Your assignment
The required output is the whole listing below, unchanged.

Stored data
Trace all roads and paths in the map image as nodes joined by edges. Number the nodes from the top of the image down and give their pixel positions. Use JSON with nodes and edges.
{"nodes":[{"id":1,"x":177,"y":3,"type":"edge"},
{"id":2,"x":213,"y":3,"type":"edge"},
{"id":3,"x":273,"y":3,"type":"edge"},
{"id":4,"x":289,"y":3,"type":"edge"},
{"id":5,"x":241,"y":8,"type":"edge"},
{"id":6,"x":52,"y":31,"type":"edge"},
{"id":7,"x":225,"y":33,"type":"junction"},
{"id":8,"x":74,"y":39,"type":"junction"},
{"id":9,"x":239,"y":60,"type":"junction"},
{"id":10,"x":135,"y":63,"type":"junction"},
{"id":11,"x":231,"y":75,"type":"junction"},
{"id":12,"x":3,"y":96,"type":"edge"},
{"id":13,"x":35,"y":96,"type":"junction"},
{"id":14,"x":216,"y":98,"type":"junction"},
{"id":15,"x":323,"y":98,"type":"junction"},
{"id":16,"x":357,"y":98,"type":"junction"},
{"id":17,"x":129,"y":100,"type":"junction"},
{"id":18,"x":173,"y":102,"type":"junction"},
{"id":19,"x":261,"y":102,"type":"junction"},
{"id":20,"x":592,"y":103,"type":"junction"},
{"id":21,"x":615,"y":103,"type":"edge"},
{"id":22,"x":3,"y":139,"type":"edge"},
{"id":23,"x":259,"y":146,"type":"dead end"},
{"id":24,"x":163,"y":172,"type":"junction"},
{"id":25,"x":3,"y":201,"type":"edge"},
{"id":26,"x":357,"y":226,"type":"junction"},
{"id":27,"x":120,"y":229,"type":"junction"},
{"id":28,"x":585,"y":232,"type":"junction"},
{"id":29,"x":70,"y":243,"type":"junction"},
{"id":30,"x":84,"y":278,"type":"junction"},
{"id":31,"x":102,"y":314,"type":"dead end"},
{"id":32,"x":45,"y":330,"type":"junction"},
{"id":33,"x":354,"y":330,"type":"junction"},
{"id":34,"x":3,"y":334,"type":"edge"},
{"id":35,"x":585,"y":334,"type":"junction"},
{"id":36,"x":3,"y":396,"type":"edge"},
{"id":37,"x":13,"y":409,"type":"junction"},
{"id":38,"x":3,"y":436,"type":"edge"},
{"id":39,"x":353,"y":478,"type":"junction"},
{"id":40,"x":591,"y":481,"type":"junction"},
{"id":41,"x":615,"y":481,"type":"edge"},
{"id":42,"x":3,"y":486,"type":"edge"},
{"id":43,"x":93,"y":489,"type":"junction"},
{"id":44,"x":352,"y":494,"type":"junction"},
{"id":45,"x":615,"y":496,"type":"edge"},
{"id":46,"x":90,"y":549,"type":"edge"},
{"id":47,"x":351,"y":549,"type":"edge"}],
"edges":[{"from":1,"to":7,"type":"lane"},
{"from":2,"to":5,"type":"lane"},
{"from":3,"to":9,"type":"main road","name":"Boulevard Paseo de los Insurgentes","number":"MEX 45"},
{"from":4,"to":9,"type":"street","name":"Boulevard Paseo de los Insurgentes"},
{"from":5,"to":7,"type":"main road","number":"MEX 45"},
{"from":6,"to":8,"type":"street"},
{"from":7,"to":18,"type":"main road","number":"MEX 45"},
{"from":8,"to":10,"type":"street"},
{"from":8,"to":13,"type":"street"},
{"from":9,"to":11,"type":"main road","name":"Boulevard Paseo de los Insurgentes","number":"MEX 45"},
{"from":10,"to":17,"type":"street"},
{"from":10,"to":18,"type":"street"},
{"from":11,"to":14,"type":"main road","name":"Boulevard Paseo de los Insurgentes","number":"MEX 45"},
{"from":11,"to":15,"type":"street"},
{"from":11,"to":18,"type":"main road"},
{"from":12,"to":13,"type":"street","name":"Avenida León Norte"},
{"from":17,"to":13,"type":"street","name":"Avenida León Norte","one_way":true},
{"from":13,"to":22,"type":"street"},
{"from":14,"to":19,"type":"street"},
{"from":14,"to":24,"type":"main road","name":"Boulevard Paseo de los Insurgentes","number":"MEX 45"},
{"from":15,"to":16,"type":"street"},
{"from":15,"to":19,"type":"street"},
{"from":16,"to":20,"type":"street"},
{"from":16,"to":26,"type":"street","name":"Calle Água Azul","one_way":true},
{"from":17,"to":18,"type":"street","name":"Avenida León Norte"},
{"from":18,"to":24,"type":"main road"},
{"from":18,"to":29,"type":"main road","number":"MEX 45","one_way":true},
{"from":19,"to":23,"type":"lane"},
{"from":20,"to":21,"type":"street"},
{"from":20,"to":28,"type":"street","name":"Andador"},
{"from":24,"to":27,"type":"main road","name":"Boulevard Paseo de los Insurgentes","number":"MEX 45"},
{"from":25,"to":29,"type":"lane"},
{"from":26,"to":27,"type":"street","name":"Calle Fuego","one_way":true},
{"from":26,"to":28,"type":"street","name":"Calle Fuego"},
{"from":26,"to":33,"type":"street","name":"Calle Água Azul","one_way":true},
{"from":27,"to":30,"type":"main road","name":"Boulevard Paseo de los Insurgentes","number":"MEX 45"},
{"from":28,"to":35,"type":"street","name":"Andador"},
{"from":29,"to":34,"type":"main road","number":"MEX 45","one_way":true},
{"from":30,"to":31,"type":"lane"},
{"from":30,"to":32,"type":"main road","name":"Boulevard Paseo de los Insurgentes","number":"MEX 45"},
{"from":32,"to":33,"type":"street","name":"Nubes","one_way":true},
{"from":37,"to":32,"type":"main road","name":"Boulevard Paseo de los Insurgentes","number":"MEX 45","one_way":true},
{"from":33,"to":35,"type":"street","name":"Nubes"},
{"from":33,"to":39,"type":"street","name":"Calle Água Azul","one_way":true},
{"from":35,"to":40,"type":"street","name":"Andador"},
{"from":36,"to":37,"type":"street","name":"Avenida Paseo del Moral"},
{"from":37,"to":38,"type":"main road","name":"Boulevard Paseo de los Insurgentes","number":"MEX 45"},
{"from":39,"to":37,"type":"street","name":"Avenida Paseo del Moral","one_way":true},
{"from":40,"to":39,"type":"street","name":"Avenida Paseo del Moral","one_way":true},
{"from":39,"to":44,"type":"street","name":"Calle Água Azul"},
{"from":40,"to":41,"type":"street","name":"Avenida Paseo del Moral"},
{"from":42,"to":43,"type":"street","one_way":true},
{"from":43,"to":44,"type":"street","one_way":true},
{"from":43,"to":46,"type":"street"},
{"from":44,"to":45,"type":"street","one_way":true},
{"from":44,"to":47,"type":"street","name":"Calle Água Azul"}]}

Solution to this exercise
Trace all roads and paths in the map image as nodes joined by edges. Number the nodes from the top of the image down and give their pixel positions. Use JSON with nodes and edges.
{"nodes":[{"id":1,"x":177,"y":3,"type":"edge"},
{"id":2,"x":213,"y":3,"type":"edge"},
{"id":3,"x":273,"y":3,"type":"edge"},
{"id":4,"x":289,"y":3,"type":"edge"},
{"id":5,"x":241,"y":8,"type":"edge"},
{"id":6,"x":52,"y":31,"type":"edge"},
{"id":7,"x":225,"y":33,"type":"junction"},
{"id":8,"x":74,"y":39,"type":"junction"},
{"id":9,"x":239,"y":60,"type":"junction"},
{"id":10,"x":135,"y":63,"type":"junction"},
{"id":11,"x":231,"y":75,"type":"junction"},
{"id":12,"x":3,"y":96,"type":"edge"},
{"id":13,"x":35,"y":96,"type":"junction"},
{"id":14,"x":216,"y":98,"type":"junction"},
{"id":15,"x":323,"y":98,"type":"junction"},
{"id":16,"x":357,"y":98,"type":"junction"},
{"id":17,"x":129,"y":100,"type":"junction"},
{"id":18,"x":173,"y":102,"type":"junction"},
{"id":19,"x":261,"y":102,"type":"junction"},
{"id":20,"x":592,"y":103,"type":"junction"},
{"id":21,"x":615,"y":103,"type":"edge"},
{"id":22,"x":3,"y":139,"type":"edge"},
{"id":23,"x":259,"y":146,"type":"dead end"},
{"id":24,"x":163,"y":172,"type":"junction"},
{"id":25,"x":3,"y":201,"type":"edge"},
{"id":26,"x":357,"y":226,"type":"junction"},
{"id":27,"x":120,"y":229,"type":"junction"},
{"id":28,"x":585,"y":232,"type":"junction"},
{"id":29,"x":70,"y":243,"type":"junction"},
{"id":30,"x":84,"y":278,"type":"junction"},
{"id":31,"x":102,"y":314,"type":"dead end"},
{"id":32,"x":45,"y":330,"type":"junction"},
{"id":33,"x":354,"y":330,"type":"junction"},
{"id":34,"x":3,"y":334,"type":"edge"},
{"id":35,"x":585,"y":334,"type":"junction"},
{"id":36,"x":3,"y":396,"type":"edge"},
{"id":37,"x":13,"y":409,"type":"junction"},
{"id":38,"x":3,"y":436,"type":"edge"},
{"id":39,"x":353,"y":478,"type":"junction"},
{"id":40,"x":591,"y":481,"type":"junction"},
{"id":41,"x":615,"y":481,"type":"edge"},
{"id":42,"x":3,"y":486,"type":"edge"},
{"id":43,"x":93,"y":489,"type":"junction"},
{"id":44,"x":352,"y":494,"type":"junction"},
{"id":45,"x":615,"y":496,"type":"edge"},
{"id":46,"x":90,"y":549,"type":"edge"},
{"id":47,"x":351,"y":549,"type":"edge"}],
"edges":[{"from":1,"to":7,"type":"lane"},
{"from":2,"to":5,"type":"lane"},
{"from":3,"to":9,"type":"main road","name":"Boulevard Paseo de los Insurgentes","number":"MEX 45"},
{"from":4,"to":9,"type":"street","name":"Boulevard Paseo de los Insurgentes"},
{"from":5,"to":7,"type":"main road","number":"MEX 45"},
{"from":6,"to":8,"type":"street"},
{"from":7,"to":18,"type":"main road","number":"MEX 45"},
{"from":8,"to":10,"type":"street"},
{"from":8,"to":13,"type":"street"},
{"from":9,"to":11,"type":"main road","name":"Boulevard Paseo de los Insurgentes","number":"MEX 45"},
{"from":10,"to":17,"type":"street"},
{"from":10,"to":18,"type":"street"},
{"from":11,"to":14,"type":"main road","name":"Boulevard Paseo de los Insurgentes","number":"MEX 45"},
{"from":11,"to":15,"type":"street"},
{"from":11,"to":18,"type":"main road"},
{"from":12,"to":13,"type":"street","name":"Avenida León Norte"},
{"from":17,"to":13,"type":"street","name":"Avenida León Norte","one_way":true},
{"from":13,"to":22,"type":"street"},
{"from":14,"to":19,"type":"street"},
{"from":14,"to":24,"type":"main road","name":"Boulevard Paseo de los Insurgentes","number":"MEX 45"},
{"from":15,"to":16,"type":"street"},
{"from":15,"to":19,"type":"street"},
{"from":16,"to":20,"type":"street"},
{"from":16,"to":26,"type":"street","name":"Calle Água Azul","one_way":true},
{"from":17,"to":18,"type":"street","name":"Avenida León Norte"},
{"from":18,"to":24,"type":"main road"},
{"from":18,"to":29,"type":"main road","number":"MEX 45","one_way":true},
{"from":19,"to":23,"type":"lane"},
{"from":20,"to":21,"type":"street"},
{"from":20,"to":28,"type":"street","name":"Andador"},
{"from":24,"to":27,"type":"main road","name":"Boulevard Paseo de los Insurgentes","number":"MEX 45"},
{"from":25,"to":29,"type":"lane"},
{"from":26,"to":27,"type":"street","name":"Calle Fuego","one_way":true},
{"from":26,"to":28,"type":"street","name":"Calle Fuego"},
{"from":26,"to":33,"type":"street","name":"Calle Água Azul","one_way":true},
{"from":27,"to":30,"type":"main road","name":"Boulevard Paseo de los Insurgentes","number":"MEX 45"},
{"from":28,"to":35,"type":"street","name":"Andador"},
{"from":29,"to":34,"type":"main road","number":"MEX 45","one_way":true},
{"from":30,"to":31,"type":"lane"},
{"from":30,"to":32,"type":"main road","name":"Boulevard Paseo de los Insurgentes","number":"MEX 45"},
{"from":32,"to":33,"type":"street","name":"Nubes","one_way":true},
{"from":37,"to":32,"type":"main road","name":"Boulevard Paseo de los Insurgentes","number":"MEX 45","one_way":true},
{"from":33,"to":35,"type":"street","name":"Nubes"},
{"from":33,"to":39,"type":"street","name":"Calle Água Azul","one_way":true},
{"from":35,"to":40,"type":"street","name":"Andador"},
{"from":36,"to":37,"type":"street","name":"Avenida Paseo del Moral"},
{"from":37,"to":38,"type":"main road","name":"Boulevard Paseo de los Insurgentes","number":"MEX 45"},
{"from":39,"to":37,"type":"street","name":"Avenida Paseo del Moral","one_way":true},
{"from":40,"to":39,"type":"street","name":"Avenida Paseo del Moral","one_way":true},
{"from":39,"to":44,"type":"street","name":"Calle Água Azul"},
{"from":40,"to":41,"type":"street","name":"Avenida Paseo del Moral"},
{"from":42,"to":43,"type":"street","one_way":true},
{"from":43,"to":44,"type":"street","one_way":true},
{"from":43,"to":46,"type":"street"},
{"from":44,"to":45,"type":"street","one_way":true},
{"from":44,"to":47,"type":"street","name":"Calle Água Azul"}]}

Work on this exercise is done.